Advanced RL Theory, Planning & TD Learning DS practice problem on Onlearn.

Difficulty: medium.

Topics: TD Error Backpropagation in Networks, TD Error, Eligibility Traces, Chain Rule, Bellman Equation, Weight Update Rule, Reinforcement Learning, Deep Learning, Optimization Theory, Stochastic Processes, Computational Statistics, Temporal Difference Learning, Backpropagation Algorithms, Function Approximation, Dynamic Programming, Gradient-based Learning.

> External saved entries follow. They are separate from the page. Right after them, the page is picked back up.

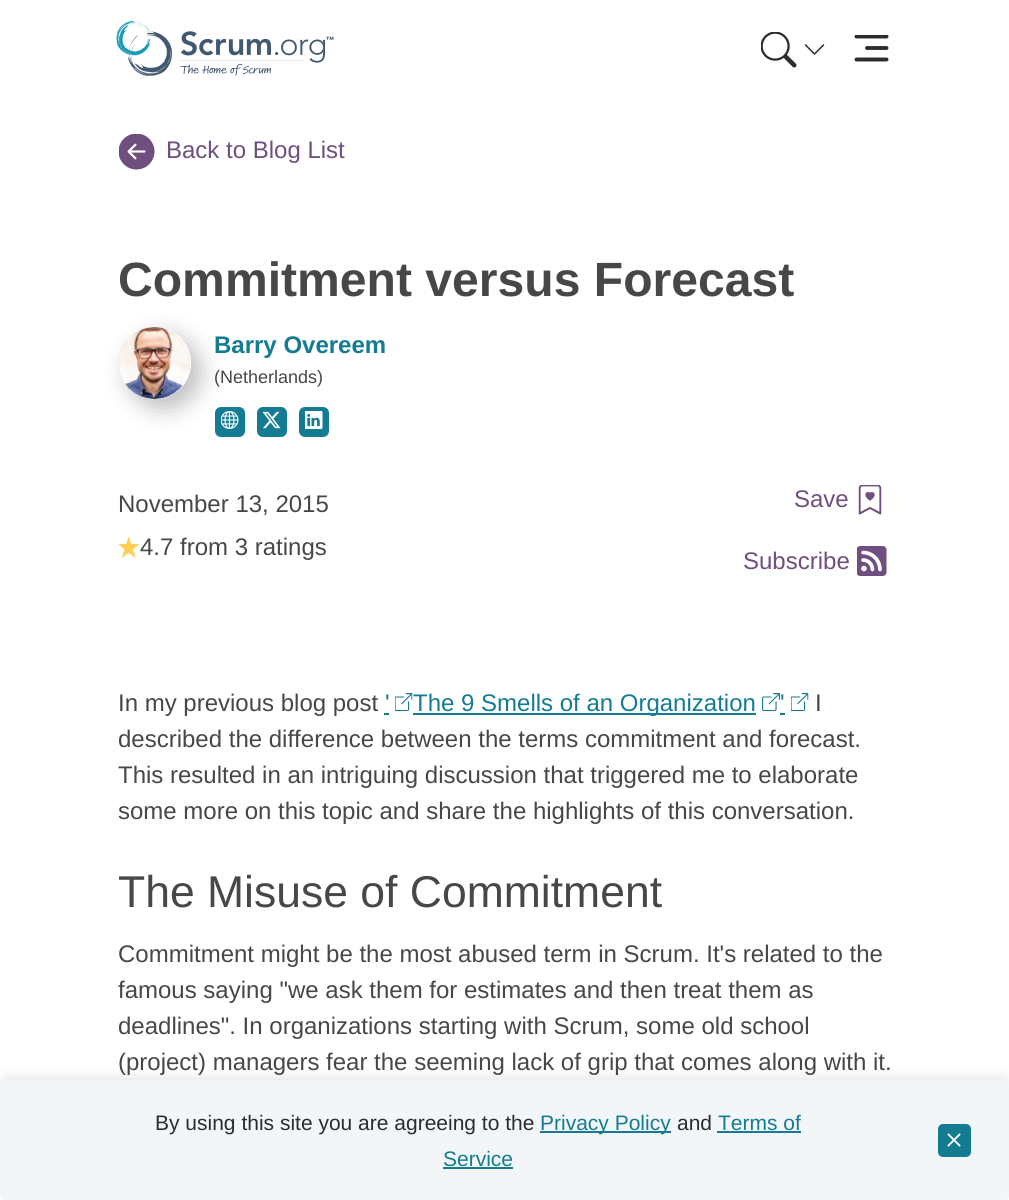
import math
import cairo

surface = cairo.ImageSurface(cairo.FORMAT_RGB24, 1009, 1200)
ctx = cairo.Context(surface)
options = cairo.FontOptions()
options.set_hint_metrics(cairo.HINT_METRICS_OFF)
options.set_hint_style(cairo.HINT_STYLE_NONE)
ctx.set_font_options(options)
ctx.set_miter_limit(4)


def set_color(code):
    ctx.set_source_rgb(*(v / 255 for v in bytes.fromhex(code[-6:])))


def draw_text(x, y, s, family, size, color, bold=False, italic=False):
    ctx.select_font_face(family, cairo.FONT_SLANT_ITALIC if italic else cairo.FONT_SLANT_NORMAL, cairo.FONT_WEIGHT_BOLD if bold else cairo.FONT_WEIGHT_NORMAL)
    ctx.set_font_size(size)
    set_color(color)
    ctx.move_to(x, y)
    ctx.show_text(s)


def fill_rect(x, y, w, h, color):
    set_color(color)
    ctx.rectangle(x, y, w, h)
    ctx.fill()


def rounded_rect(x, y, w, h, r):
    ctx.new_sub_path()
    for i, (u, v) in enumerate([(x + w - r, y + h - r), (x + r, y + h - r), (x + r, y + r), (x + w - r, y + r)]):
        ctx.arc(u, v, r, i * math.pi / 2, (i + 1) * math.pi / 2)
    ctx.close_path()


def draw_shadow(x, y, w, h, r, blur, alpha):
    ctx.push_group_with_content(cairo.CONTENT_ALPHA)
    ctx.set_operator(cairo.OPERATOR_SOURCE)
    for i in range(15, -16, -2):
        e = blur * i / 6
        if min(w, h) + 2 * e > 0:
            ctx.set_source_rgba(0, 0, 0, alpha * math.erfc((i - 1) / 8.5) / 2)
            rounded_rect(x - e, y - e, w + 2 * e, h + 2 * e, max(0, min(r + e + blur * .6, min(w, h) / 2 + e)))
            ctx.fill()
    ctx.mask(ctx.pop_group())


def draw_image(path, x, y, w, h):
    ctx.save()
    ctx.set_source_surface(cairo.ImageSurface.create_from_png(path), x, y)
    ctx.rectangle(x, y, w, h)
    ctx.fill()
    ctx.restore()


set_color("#ffffff")
ctx.paint()
draw_image("assets/img1.png", 116, 20, 218, 56)
draw_image("assets/img2.png", 761, 32, 36, 36)
draw_image("assets/img3.png", 804, 44, 21, 11)
ctx.save()
ctx.rectangle(854, 35, 36, 27)
ctx.clip()
ctx.new_path()
ctx.move_to(886.5, 36.5)
ctx.line_to(856.5, 36.5)
set_color("#2c2c2c")
ctx.set_line_width(3.9)
ctx.set_line_cap(cairo.LINE_CAP_ROUND)
ctx.set_line_join(cairo.LINE_JOIN_ROUND)
ctx.stroke()
ctx.restore()
ctx.new_path()
ctx.move_to(886.5, 48)
ctx.line_to(867, 48)
ctx.move_to(886.5, 59.5)
ctx.line_to(856.5, 59.5)
set_color("#2c2c2c")
ctx.set_line_width(3.9)
ctx.set_line_cap(cairo.LINE_CAP_ROUND)
ctx.set_line_join(cairo.LINE_JOIN_ROUND)
ctx.stroke()
draw_image("assets/img4.png", 119, 134, 36, 36)
draw_text(166, 158, "Back to Blog List", "Liberation Sans", 24, "#704e80")
draw_text(118, 296, "Commitment versus Forecast", "Liberation Sans", 48.1, "#474747", bold=True)
draw_image("assets/img5.png", 118, 327, 73, 72)
set_color("#137b92")
rounded_rect(216, 408, 28, 28, 5)
ctx.fill_preserve()
ctx.set_line_width(2)
ctx.set_line_cap(cairo.LINE_CAP_BUTT)
ctx.set_line_join(cairo.LINE_JOIN_MITER)
ctx.stroke()
draw_image("assets/img6.png", 221, 411, 18, 18)
ctx.save()
ctx.set_fill_rule(cairo.FILL_RULE_EVEN_ODD)
ctx.new_path()
ctx.move_to(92, 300)
ctx.line_to(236, 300)
ctx.line_to(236, 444)
ctx.line_to(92, 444)
ctx.close_path()
ctx.move_to(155, 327)
ctx.curve_to(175, 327, 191, 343, 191, 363)
ctx.curve_to(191, 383, 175, 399, 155, 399)
ctx.curve_to(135, 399, 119, 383, 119, 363)
ctx.curve_to(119, 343, 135, 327, 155, 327)
ctx.close_path()
ctx.clip()
set_color("#000000")
draw_shadow(128, 336, 72, 72, 36, 11.5, 0.25)
ctx.restore()
draw_text(214, 353, "Barry Overeem", "Liberation Sans", 24, "#137b92", bold=True)
draw_text(214, 383, "(Netherlands)", "Liberation Sans", 18, "#474747")
set_color("#137b92")
rounded_rect(258, 408, 28, 28, 5)
ctx.fill_preserve()
ctx.stroke()
draw_image("assets/img7.png", 263, 411, 18, 18)
rounded_rect(300, 408, 28, 28, 5)
ctx.fill_preserve()
ctx.stroke()
draw_image("assets/img8.png", 305, 411, 18, 18)
draw_text(118, 512, "November 13, 2015", "Liberation Sans", 24, "#474747")
draw_image("assets/img9.png", 118, 536, 21, 22)
draw_text(140, 555, "4.7 from 3 ratings", "Liberation Sans", 24, "#474747")
draw_text(794, 507, "Save", "Liberation Sans", 24, "#704e80")
draw_image("assets/img10.png", 858, 485, 24, 30)
draw_text(743, 569, "Subscribe", "Liberation Sans", 24, "#704e80")
draw_image("assets/img11.png", 857, 546, 30, 30)
draw_text(118, 711, "In my previous blog post", "Liberation Sans", 24, "#474747")
draw_text(385, 711, "'", "Liberation Sans", 24, "#137b92")
fill_rect(384, 713, 5, 2, "#137b92")
draw_image("assets/img12.png", 395, 693, 18, 18)
fill_rect(413, 713, 343, 2, "#137b92")
draw_text(413, 711, "The 9 Smells of an Organization", "Liberation Sans", 24, "#137b92")
draw_image("assets/img13.png", 762, 693, 18, 18)
draw_text(780, 711, "'", "Liberation Sans", 24, "#137b92")
fill_rect(780, 713, 5, 2, "#137b92")
draw_image("assets/img12.png", 791, 693, 18, 18)
draw_text(815, 711, "I", "Liberation Sans", 24, "#474747")
draw_text(118, 747, "described the difference between the terms commitment and forecast.", "Liberation Sans", 24, "#474747")
draw_text(118, 783, "This resulted in an intriguing discussion that triggered me to elaborate", "Liberation Sans", 24, "#474747")
draw_text(118, 819, "some more on this topic and share the highlights of this conversation.", "Liberation Sans", 24, "#474747")
draw_text(118, 907, "The Misuse of Commitment", "Liberation Sans", 44.5, "#474747")
draw_text(118, 962, "Commitment might be the most abused term in Scrum. It's related to the", "Liberation Sans", 24, "#474747")
draw_text(118, 998, "famous saying \"we ask them for estimates and then treat them as", "Liberation Sans", 24, "#474747")
draw_text(118, 1034, "deadlines\". In organizations starting with Scrum, some old school", "Liberation Sans", 24, "#474747")
draw_text(118, 1070, "(project) managers fear the seeming lack of grip that comes along with it.", "Liberation Sans", 24, "#474747")
set_color("#000000")
draw_shadow(3, 1077, 1004, 114, 3, 6, 0.1)
set_color("#f3f6f8")
rounded_rect(0, 1080, 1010, 120, 6)
ctx.fill()
draw_text(155, 1130, "By using this site you are agreeing to the", "Liberation Sans", 21, "#2c2c2c")
fill_rect(540, 1131, 131, 2, "#137b92")
draw_text(540, 1130, "Privacy Policy", "Liberation Sans", 21, "#137b92")
draw_text(677, 1130, "and", "Liberation Sans", 21, "#2c2c2c")
draw_text(718, 1130, "Terms of", "Liberation Sans", 21, "#137b92")
fill_rect(717, 1131, 84, 2, "#137b92")
draw_text(443, 1166, "Service", "Liberation Sans", 21, "#137b92")
fill_rect(443, 1167, 70, 2, "#137b92")
rounded_rect(939, 1125, 31, 31, 4)
ctx.fill_preserve()
ctx.stroke()
draw_image("assets/img14.png", 947, 1133, 14, 14)
surface.write_to_png("output.png")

Implement a single step of semi gradient TD(0) learning using a neural network as a value function approximator. In reinforcement learning with function approximation, a neural network is used to estimate state values V(s). When an agent transitions from state s to next state s' and receives reward r, a temporal difference (TD) error is computed and used to update the network weights. Your function should: 1. Perform a forward pass through a two layer neural network (one hidden layer with ReLU activation, one linear output) for both the current state and the next state to obtain value estimates 2. Compute the TD error from the reward, discount factor, and value estimates 3. Compute gradients of the current state value V(s) with respect to all network parameters 4. Update the network parameters using the semi gradient TD rule (only differentiate through V(s), treat V(s') as a fixed target) 5. If the transition is to a terminal state, the next state value should be treated as zero The network architecture: Input: state vector of dimension d Hidden layer: h neurons, ReLU activation Output layer: single linear output (the value estimate) Parameters: W1 (d, h), b1 (h,), W2 (h, 1), b2 (1,) Return a tuple of (td error, updated W1, updated b1, updated W2, updated b2).